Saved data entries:
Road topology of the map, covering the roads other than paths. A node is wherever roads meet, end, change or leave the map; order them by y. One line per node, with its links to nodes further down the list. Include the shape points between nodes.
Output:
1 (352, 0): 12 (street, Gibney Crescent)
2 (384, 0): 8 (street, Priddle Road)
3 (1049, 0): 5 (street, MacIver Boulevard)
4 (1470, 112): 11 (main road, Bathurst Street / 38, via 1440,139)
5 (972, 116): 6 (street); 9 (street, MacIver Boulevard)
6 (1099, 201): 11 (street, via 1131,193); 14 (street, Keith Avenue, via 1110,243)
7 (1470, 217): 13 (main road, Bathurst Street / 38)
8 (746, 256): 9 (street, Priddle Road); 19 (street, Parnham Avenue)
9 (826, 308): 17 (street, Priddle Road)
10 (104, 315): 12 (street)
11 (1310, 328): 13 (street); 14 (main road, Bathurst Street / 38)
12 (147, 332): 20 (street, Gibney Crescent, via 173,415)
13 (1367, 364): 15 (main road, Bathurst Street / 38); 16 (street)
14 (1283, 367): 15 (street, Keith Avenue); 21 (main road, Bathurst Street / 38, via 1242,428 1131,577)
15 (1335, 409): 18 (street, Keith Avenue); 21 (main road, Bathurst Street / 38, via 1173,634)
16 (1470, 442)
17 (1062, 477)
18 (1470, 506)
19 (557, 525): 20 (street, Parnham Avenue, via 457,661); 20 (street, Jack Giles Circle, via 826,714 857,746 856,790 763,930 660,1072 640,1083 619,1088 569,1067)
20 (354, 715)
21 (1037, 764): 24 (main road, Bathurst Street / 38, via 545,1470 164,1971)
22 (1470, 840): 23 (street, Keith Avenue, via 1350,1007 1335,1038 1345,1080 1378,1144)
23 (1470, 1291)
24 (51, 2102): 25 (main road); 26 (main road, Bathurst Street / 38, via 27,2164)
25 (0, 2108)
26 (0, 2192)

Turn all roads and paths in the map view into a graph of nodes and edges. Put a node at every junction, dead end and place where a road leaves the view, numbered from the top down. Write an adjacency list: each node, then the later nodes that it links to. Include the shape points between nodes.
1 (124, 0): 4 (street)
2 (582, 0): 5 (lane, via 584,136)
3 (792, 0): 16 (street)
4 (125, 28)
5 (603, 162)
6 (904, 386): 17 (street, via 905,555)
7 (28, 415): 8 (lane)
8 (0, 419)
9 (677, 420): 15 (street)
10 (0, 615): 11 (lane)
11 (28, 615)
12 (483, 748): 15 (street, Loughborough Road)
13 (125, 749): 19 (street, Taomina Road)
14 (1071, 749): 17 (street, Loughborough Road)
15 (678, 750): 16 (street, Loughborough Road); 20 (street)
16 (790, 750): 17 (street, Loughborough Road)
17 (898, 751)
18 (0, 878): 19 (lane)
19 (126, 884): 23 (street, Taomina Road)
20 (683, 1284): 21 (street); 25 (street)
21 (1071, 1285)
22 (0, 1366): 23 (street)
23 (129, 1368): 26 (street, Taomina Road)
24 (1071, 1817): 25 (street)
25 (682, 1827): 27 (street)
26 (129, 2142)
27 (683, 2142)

» What is being asked:
This task calls for every entry above to be transcribed exactly.

» Answer space:
Road topology of the map, covering the roads other than paths. A node is wherever roads meet, end, change or leave the map; order them by y. One line per node, with its links to nodes further down the list. Include the shape points between nodes.
Output:
1 (352, 0): 12 (street, Gibney Crescent)
2 (384, 0): 8 (street, Priddle Road)
3 (1049, 0): 5 (street, MacIver Boulevard)
4 (1470, 112): 11 (main road, Bathurst Street / 38, via 1440,139)
5 (972, 116): 6 (street); 9 (street, MacIver Boulevard)
6 (1099, 201): 11 (street, via 1131,193); 14 (street, Keith Avenue, via 1110,243)
7 (1470, 217): 13 (main road, Bathurst Street / 38)
8 (746, 256): 9 (street, Priddle Road); 19 (street, Parnham Avenue)
9 (826, 308): 17 (street, Priddle Road)
10 (104, 315): 12 (street)
11 (1310, 328): 13 (street); 14 (main road, Bathurst Street / 38)
12 (147, 332): 20 (street, Gibney Crescent, via 173,415)
13 (1367, 364): 15 (main road, Bathurst Street / 38); 16 (street)
14 (1283, 367): 15 (street, Keith Avenue); 21 (main road, Bathurst Street / 38, via 1242,428 1131,577)
15 (1335, 409): 18 (street, Keith Avenue); 21 (main road, Bathurst Street / 38, via 1173,634)
16 (1470, 442)
17 (1062, 477)
18 (1470, 506)
19 (557, 525): 20 (street, Parnham Avenue, via 457,661); 20 (street, Jack Giles Circle, via 826,714 857,746 856,790 763,930 660,1072 640,1083 619,1088 569,1067)
20 (354, 715)
21 (1037, 764): 24 (main road, Bathurst Street / 38, via 545,1470 164,1971)
22 (1470, 840): 23 (street, Keith Avenue, via 1350,1007 1335,1038 1345,1080 1378,1144)
23 (1470, 1291)
24 (51, 2102): 25 (main road); 26 (main road, Bathurst Street / 38, via 27,2164)
25 (0, 2108)
26 (0, 2192)

Turn all roads and paths in the map view into a graph of nodes and edges. Put a node at every junction, dead end and place where a road leaves the view, numbered from the top down. Write an adjacency list: each node, then the later nodes that it links to. Include the shape points between nodes.
1 (124, 0): 4 (street)
2 (582, 0): 5 (lane, via 584,136)
3 (792, 0): 16 (street)
4 (125, 28)
5 (603, 162)
6 (904, 386): 17 (street, via 905,555)
7 (28, 415): 8 (lane)
8 (0, 419)
9 (677, 420): 15 (street)
10 (0, 615): 11 (lane)
11 (28, 615)
12 (483, 748): 15 (street, Loughborough Road)
13 (125, 749): 19 (street, Taomina Road)
14 (1071, 749): 17 (street, Loughborough Road)
15 (678, 750): 16 (street, Loughborough Road); 20 (street)
16 (790, 750): 17 (street, Loughborough Road)
17 (898, 751)
18 (0, 878): 19 (lane)
19 (126, 884): 23 (street, Taomina Road)
20 (683, 1284): 21 (street); 25 (street)
21 (1071, 1285)
22 (0, 1366): 23 (street)
23 (129, 1368): 26 (street, Taomina Road)
24 (1071, 1817): 25 (street)
25 (682, 1827): 27 (street)
26 (129, 2142)
27 (683, 2142)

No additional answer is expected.